### Task statement
Exact repetition, pictures omitted: give every record below again.
══ Records for processing
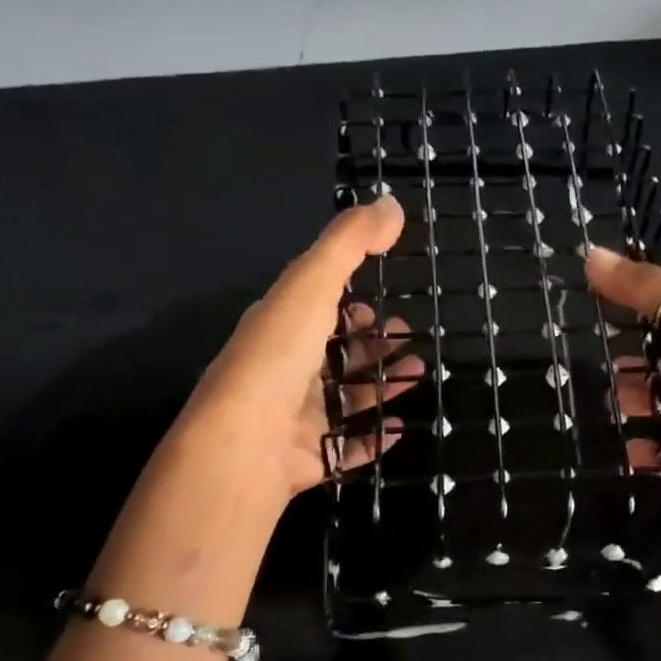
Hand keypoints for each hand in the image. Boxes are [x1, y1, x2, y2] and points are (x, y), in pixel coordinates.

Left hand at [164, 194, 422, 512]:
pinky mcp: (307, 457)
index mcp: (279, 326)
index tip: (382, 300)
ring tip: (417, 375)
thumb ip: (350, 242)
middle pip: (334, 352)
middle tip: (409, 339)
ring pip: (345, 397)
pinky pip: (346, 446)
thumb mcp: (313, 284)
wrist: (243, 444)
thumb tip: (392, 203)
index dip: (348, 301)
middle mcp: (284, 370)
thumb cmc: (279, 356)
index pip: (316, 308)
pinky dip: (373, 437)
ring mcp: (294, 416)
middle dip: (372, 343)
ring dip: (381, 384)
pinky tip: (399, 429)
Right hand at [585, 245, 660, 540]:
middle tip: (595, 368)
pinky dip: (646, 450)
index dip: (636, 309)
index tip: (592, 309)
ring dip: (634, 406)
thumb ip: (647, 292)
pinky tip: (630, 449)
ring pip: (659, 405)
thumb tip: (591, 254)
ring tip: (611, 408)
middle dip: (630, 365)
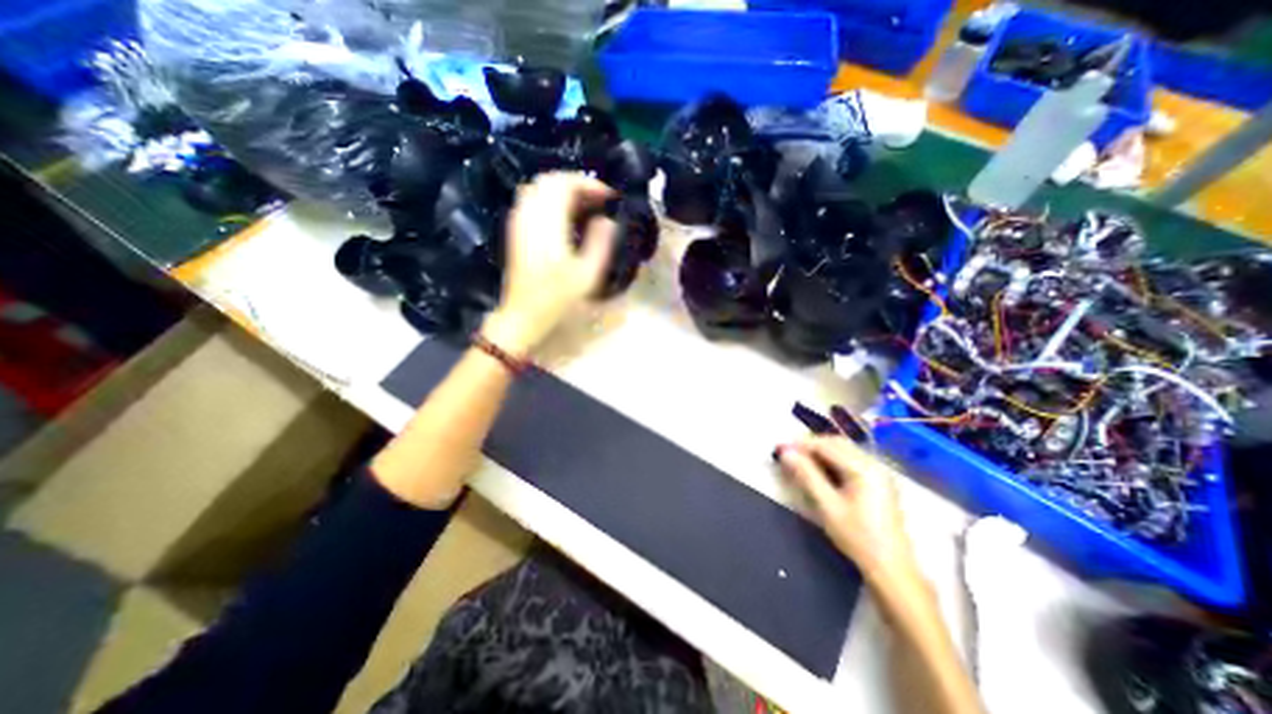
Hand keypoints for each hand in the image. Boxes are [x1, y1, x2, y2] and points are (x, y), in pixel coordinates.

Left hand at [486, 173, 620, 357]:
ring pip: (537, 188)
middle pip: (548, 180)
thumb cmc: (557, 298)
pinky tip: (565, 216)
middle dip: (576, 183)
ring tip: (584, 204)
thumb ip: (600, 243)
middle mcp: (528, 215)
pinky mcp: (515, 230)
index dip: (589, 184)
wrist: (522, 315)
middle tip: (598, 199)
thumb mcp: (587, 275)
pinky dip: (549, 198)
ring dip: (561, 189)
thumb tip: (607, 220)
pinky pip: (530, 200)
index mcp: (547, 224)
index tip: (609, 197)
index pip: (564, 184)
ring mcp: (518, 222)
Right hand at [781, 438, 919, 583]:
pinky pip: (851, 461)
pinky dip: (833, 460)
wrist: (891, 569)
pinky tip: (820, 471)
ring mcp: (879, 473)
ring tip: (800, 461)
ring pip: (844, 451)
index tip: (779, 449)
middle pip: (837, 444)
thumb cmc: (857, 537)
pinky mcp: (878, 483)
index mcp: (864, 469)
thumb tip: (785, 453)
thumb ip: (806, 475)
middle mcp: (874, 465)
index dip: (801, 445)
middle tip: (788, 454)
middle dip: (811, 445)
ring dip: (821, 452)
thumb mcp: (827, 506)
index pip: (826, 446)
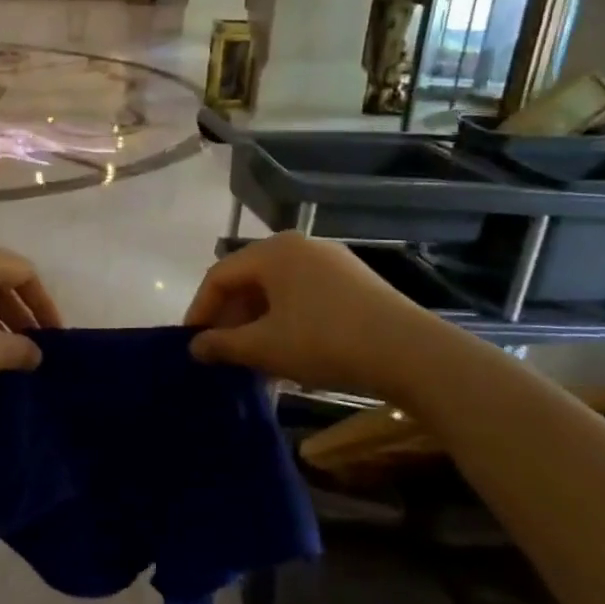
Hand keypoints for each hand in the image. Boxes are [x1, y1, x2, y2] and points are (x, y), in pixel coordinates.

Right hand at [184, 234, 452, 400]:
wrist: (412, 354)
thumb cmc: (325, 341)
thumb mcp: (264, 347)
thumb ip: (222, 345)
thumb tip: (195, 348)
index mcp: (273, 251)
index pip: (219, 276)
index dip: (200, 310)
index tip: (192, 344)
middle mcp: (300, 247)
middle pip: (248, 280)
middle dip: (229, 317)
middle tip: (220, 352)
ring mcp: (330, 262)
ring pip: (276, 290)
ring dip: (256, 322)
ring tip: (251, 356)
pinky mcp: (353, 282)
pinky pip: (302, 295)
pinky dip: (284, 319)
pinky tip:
════
### Response to the exercise
Hand keypoints for each hand in the image. Boxes are [x1, y1, x2, y2] and points are (x, y), in pixel coordinates.

Left hand at [164, 194, 422, 512]:
pinky mcp: (307, 457)
index mcp: (279, 326)
index tip: (382, 300)
ring tip: (417, 375)
thumb ip: (350, 242)
middle pip: (334, 352)
middle tip: (409, 339)
ring pip: (345, 397)
pinky pip: (346, 446)
thumb mcp: (313, 284)
wrist: (243, 444)
thumb tip: (392, 203)
index dip: (348, 301)
middle mcp: (284, 370)
thumb cmc: (279, 356)
index pip: (316, 308)
pinky dip: (373, 437)
ring mcp: (294, 416)
middle dip: (372, 343)
ring dip: (381, 384)
pinky tip: (399, 429)
Right hand at [585, 245, 660, 540]:
middle tip: (595, 368)
pinky dip: (646, 450)
index dip: (636, 309)
index tip: (592, 309)
ring dip: (634, 406)
thumb ip: (647, 292)
pinky tip: (630, 449)
ring pip: (659, 405)
thumb tip: (591, 254)
ring tip: (611, 408)
middle dip: (630, 365)
Hand keypoints for each hand in the image. Boxes are [x1, y1, x2, y2] and points are (x, y), in pixel coordinates.

Left hand at [486, 173, 620, 357]:
ring pip: (537, 188)
middle pip: (548, 180)
thumb cmc: (557, 298)
pinky tip: (565, 216)
middle dip: (576, 183)
ring tip: (584, 204)
thumb ip: (600, 243)
middle mcp: (528, 215)
pinky mcp: (515, 230)
index dip: (589, 184)
wrist: (522, 315)
middle tip: (598, 199)
thumb mcp: (587, 275)
pinky dip: (549, 198)
ring dip: (561, 189)
thumb tip: (607, 220)
pinky pip: (530, 200)
index mcp: (547, 224)
index tip: (609, 197)
index pip: (564, 184)
ring mcp: (518, 222)
Right hand at [781, 438, 919, 583]:
pinky pip: (851, 461)
pinky dip: (833, 460)
wrist: (891, 569)
pinky tip: (820, 471)
ring mcp: (879, 473)
ring tip: (800, 461)
ring pip: (844, 451)
index tip: (779, 449)
middle pip: (837, 444)
thumb cmc: (857, 537)
pinky mcp: (878, 483)
index mcp: (864, 469)
thumb tip: (785, 453)
thumb ip: (806, 475)
middle mcp: (874, 465)
index dip: (801, 445)
middle tip: (788, 454)
middle dip: (811, 445)
ring dip: (821, 452)
thumb mcp: (827, 506)
index pip: (826, 446)
Hand keypoints for each hand in the image. Boxes are [x1, y1, x2, y2] and points are (x, y), in pixel coordinates.

Right hand at [184, 234, 452, 400]:
wrist: (412, 354)
thumb cmc: (325, 341)
thumb mcp: (264, 347)
thumb ip: (222, 345)
thumb tip: (195, 348)
index mcp: (273, 251)
index pip: (219, 276)
index dip: (200, 310)
index tip: (192, 344)
middle mcp: (300, 247)
middle pip: (248, 280)
middle dip: (229, 317)
middle tip: (220, 352)
ring mcp: (330, 262)
ring pip: (276, 290)
ring dip: (256, 322)
ring tip: (251, 356)
pinky mcp: (353, 282)
pinky pip: (302, 295)
pinky dip: (284, 319)
pinky tip:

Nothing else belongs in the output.